Copy all entries exactly.

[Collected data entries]
-------

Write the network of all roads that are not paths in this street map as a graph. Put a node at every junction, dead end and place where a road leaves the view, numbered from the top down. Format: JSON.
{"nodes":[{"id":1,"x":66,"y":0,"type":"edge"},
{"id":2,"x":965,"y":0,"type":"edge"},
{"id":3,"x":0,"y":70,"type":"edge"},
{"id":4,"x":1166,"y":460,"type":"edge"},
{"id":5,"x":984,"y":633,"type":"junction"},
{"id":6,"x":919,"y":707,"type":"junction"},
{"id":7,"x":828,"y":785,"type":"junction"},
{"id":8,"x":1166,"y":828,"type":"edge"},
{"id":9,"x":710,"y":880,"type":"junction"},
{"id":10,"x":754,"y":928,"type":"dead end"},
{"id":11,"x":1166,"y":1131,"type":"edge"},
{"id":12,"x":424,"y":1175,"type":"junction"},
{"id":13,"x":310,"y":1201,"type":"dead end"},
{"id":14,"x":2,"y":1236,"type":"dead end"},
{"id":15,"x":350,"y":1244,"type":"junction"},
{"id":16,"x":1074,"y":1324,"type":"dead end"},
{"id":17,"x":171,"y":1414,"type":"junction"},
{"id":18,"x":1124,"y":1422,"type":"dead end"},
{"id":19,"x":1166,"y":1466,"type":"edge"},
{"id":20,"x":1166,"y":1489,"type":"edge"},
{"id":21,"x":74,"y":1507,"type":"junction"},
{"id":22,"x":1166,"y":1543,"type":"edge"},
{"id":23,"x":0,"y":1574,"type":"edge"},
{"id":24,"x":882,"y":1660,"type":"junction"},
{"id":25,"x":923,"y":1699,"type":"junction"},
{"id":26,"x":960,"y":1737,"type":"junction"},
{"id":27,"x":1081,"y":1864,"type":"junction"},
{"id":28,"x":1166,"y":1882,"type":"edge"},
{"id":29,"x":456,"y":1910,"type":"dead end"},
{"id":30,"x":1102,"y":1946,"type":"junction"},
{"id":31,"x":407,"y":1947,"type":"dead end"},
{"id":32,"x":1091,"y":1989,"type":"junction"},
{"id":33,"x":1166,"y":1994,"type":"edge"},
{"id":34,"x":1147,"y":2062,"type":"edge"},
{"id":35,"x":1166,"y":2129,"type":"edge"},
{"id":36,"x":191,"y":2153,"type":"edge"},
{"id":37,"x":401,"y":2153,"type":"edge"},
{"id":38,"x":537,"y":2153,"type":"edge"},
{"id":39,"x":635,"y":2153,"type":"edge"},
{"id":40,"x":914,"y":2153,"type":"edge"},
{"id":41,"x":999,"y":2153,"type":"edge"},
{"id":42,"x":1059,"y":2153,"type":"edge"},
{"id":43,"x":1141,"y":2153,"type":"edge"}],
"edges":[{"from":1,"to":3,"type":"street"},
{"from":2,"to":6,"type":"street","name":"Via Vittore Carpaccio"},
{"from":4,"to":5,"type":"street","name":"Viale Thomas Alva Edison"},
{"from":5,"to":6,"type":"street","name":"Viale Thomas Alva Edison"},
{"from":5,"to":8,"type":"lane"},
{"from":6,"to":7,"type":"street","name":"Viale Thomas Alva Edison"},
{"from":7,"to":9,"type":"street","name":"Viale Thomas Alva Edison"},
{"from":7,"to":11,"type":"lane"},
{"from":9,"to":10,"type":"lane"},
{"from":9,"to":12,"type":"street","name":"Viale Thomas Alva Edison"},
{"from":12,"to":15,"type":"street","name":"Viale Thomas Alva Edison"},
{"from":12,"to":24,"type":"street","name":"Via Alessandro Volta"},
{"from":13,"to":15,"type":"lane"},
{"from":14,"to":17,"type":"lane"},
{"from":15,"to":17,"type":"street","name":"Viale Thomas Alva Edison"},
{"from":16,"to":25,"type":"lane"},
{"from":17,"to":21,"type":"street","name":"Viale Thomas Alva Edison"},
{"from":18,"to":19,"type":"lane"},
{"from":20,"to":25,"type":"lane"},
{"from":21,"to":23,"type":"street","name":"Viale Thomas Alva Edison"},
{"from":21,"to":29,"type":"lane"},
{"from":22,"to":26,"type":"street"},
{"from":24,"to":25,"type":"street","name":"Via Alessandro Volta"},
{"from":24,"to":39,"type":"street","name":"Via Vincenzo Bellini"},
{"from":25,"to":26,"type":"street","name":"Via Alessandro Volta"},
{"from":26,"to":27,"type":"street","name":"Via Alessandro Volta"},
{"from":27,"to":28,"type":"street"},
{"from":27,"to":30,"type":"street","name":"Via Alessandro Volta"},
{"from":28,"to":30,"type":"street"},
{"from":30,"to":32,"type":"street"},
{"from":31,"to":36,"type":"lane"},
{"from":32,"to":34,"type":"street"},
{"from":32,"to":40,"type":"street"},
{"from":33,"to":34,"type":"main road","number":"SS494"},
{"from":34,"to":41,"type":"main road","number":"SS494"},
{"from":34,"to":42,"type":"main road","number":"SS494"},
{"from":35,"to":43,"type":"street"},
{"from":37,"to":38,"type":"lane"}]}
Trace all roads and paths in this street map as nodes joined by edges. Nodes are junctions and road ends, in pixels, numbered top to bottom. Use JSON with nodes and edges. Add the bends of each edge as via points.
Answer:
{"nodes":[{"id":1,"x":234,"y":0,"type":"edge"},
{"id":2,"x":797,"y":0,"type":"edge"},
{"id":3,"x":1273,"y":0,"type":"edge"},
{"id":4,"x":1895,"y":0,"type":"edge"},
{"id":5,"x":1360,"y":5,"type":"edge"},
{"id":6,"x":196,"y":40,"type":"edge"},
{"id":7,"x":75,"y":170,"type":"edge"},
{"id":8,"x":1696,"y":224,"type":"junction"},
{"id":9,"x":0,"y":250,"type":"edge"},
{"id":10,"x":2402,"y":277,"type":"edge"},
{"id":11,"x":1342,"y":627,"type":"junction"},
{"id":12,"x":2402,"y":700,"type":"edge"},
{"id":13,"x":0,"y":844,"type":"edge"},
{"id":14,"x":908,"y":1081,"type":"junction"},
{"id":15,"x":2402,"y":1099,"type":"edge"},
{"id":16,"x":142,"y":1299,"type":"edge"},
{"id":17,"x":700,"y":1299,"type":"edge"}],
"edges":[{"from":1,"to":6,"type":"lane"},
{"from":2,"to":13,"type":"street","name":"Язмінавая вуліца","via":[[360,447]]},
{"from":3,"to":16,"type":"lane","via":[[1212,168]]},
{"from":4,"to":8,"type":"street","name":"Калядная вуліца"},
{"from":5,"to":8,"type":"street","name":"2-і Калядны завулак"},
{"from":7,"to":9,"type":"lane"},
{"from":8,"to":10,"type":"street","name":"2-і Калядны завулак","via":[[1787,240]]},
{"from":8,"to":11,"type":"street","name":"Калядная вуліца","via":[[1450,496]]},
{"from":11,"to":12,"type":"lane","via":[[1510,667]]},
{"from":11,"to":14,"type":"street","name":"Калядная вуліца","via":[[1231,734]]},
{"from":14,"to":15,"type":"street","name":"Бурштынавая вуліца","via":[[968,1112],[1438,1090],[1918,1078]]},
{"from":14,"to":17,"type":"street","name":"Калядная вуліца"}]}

-------

Answer for this exercise –
Write the network of all roads that are not paths in this street map as a graph. Put a node at every junction, dead end and place where a road leaves the view, numbered from the top down. Format: JSON.
{"nodes":[{"id":1,"x":66,"y":0,"type":"edge"},
{"id":2,"x":965,"y":0,"type":"edge"},
{"id":3,"x":0,"y":70,"type":"edge"},
{"id":4,"x":1166,"y":460,"type":"edge"},
{"id":5,"x":984,"y":633,"type":"junction"},
{"id":6,"x":919,"y":707,"type":"junction"},
{"id":7,"x":828,"y":785,"type":"junction"},
{"id":8,"x":1166,"y":828,"type":"edge"},
{"id":9,"x":710,"y":880,"type":"junction"},
{"id":10,"x":754,"y":928,"type":"dead end"},
{"id":11,"x":1166,"y":1131,"type":"edge"},
{"id":12,"x":424,"y":1175,"type":"junction"},
{"id":13,"x":310,"y":1201,"type":"dead end"},
{"id":14,"x":2,"y":1236,"type":"dead end"},
{"id":15,"x":350,"y":1244,"type":"junction"},
{"id":16,"x":1074,"y":1324,"type":"dead end"},
{"id":17,"x":171,"y":1414,"type":"junction"},
{"id":18,"x":1124,"y":1422,"type":"dead end"},
{"id":19,"x":1166,"y":1466,"type":"edge"},
{"id":20,"x":1166,"y":1489,"type":"edge"},
{"id":21,"x":74,"y":1507,"type":"junction"},
{"id":22,"x":1166,"y":1543,"type":"edge"},
{"id":23,"x":0,"y":1574,"type":"edge"},
{"id":24,"x":882,"y":1660,"type":"junction"},
{"id":25,"x":923,"y":1699,"type":"junction"},
{"id":26,"x":960,"y":1737,"type":"junction"},
{"id":27,"x":1081,"y":1864,"type":"junction"},
{"id":28,"x":1166,"y":1882,"type":"edge"},
{"id":29,"x":456,"y":1910,"type":"dead end"},
{"id":30,"x":1102,"y":1946,"type":"junction"},
{"id":31,"x":407,"y":1947,"type":"dead end"},
{"id":32,"x":1091,"y":1989,"type":"junction"},
{"id":33,"x":1166,"y":1994,"type":"edge"},
{"id":34,"x":1147,"y":2062,"type":"edge"},
{"id":35,"x":1166,"y":2129,"type":"edge"},
{"id":36,"x":191,"y":2153,"type":"edge"},
{"id":37,"x":401,"y":2153,"type":"edge"},
{"id":38,"x":537,"y":2153,"type":"edge"},
{"id":39,"x":635,"y":2153,"type":"edge"},
{"id":40,"x":914,"y":2153,"type":"edge"},
{"id":41,"x":999,"y":2153,"type":"edge"},
{"id":42,"x":1059,"y":2153,"type":"edge"},
{"id":43,"x":1141,"y":2153,"type":"edge"}],
"edges":[{"from":1,"to":3,"type":"street"},
{"from":2,"to":6,"type":"street","name":"Via Vittore Carpaccio"},
{"from":4,"to":5,"type":"street","name":"Viale Thomas Alva Edison"},
{"from":5,"to":6,"type":"street","name":"Viale Thomas Alva Edison"},
{"from":5,"to":8,"type":"lane"},
{"from":6,"to":7,"type":"street","name":"Viale Thomas Alva Edison"},
{"from":7,"to":9,"type":"street","name":"Viale Thomas Alva Edison"},
{"from":7,"to":11,"type":"lane"},
{"from":9,"to":10,"type":"lane"},
{"from":9,"to":12,"type":"street","name":"Viale Thomas Alva Edison"},
{"from":12,"to":15,"type":"street","name":"Viale Thomas Alva Edison"},
{"from":12,"to":24,"type":"street","name":"Via Alessandro Volta"},
{"from":13,"to":15,"type":"lane"},
{"from":14,"to":17,"type":"lane"},
{"from":15,"to":17,"type":"street","name":"Viale Thomas Alva Edison"},
{"from":16,"to":25,"type":"lane"},
{"from":17,"to":21,"type":"street","name":"Viale Thomas Alva Edison"},
{"from":18,"to":19,"type":"lane"},
{"from":20,"to":25,"type":"lane"},
{"from":21,"to":23,"type":"street","name":"Viale Thomas Alva Edison"},
{"from":21,"to":29,"type":"lane"},
{"from":22,"to":26,"type":"street"},
{"from":24,"to":25,"type":"street","name":"Via Alessandro Volta"},
{"from":24,"to":39,"type":"street","name":"Via Vincenzo Bellini"},
{"from":25,"to":26,"type":"street","name":"Via Alessandro Volta"},
{"from":26,"to":27,"type":"street","name":"Via Alessandro Volta"},
{"from":27,"to":28,"type":"street"},
{"from":27,"to":30,"type":"street","name":"Via Alessandro Volta"},
{"from":28,"to":30,"type":"street"},
{"from":30,"to":32,"type":"street"},
{"from":31,"to":36,"type":"lane"},
{"from":32,"to":34,"type":"street"},
{"from":32,"to":40,"type":"street"},
{"from":33,"to":34,"type":"main road","number":"SS494"},
{"from":34,"to":41,"type":"main road","number":"SS494"},
{"from":34,"to":42,"type":"main road","number":"SS494"},
{"from":35,"to":43,"type":"street"},
{"from":37,"to":38,"type":"lane"}]}
Trace all roads and paths in this street map as nodes joined by edges. Nodes are junctions and road ends, in pixels, numbered top to bottom. Use JSON with nodes and edges. Add the bends of each edge as via points.
Answer:
{"nodes":[{"id":1,"x":234,"y":0,"type":"edge"},
{"id":2,"x":797,"y":0,"type":"edge"},
{"id":3,"x":1273,"y":0,"type":"edge"},
{"id":4,"x":1895,"y":0,"type":"edge"},
{"id":5,"x":1360,"y":5,"type":"edge"},
{"id":6,"x":196,"y":40,"type":"edge"},
{"id":7,"x":75,"y":170,"type":"edge"},
{"id":8,"x":1696,"y":224,"type":"junction"},
{"id":9,"x":0,"y":250,"type":"edge"},
{"id":10,"x":2402,"y":277,"type":"edge"},
{"id":11,"x":1342,"y":627,"type":"junction"},
{"id":12,"x":2402,"y":700,"type":"edge"},
{"id":13,"x":0,"y":844,"type":"edge"},
{"id":14,"x":908,"y":1081,"type":"junction"},
{"id":15,"x":2402,"y":1099,"type":"edge"},
{"id":16,"x":142,"y":1299,"type":"edge"},
{"id":17,"x":700,"y":1299,"type":"edge"}],
"edges":[{"from":1,"to":6,"type":"lane"},
{"from":2,"to":13,"type":"street","name":"Язмінавая вуліца","via":[[360,447]]},
{"from":3,"to":16,"type":"lane","via":[[1212,168]]},
{"from":4,"to":8,"type":"street","name":"Калядная вуліца"},
{"from":5,"to":8,"type":"street","name":"2-і Калядны завулак"},
{"from":7,"to":9,"type":"lane"},
{"from":8,"to":10,"type":"street","name":"2-і Калядны завулак","via":[[1787,240]]},
{"from":8,"to":11,"type":"street","name":"Калядная вуліца","via":[[1450,496]]},
{"from":11,"to":12,"type":"lane","via":[[1510,667]]},
{"from":11,"to":14,"type":"street","name":"Калядная вуліца","via":[[1231,734]]},
{"from":14,"to":15,"type":"street","name":"Бурштынавая вуліца","via":[[968,1112],[1438,1090],[1918,1078]]},
{"from":14,"to":17,"type":"street","name":"Калядная вуліца"}]}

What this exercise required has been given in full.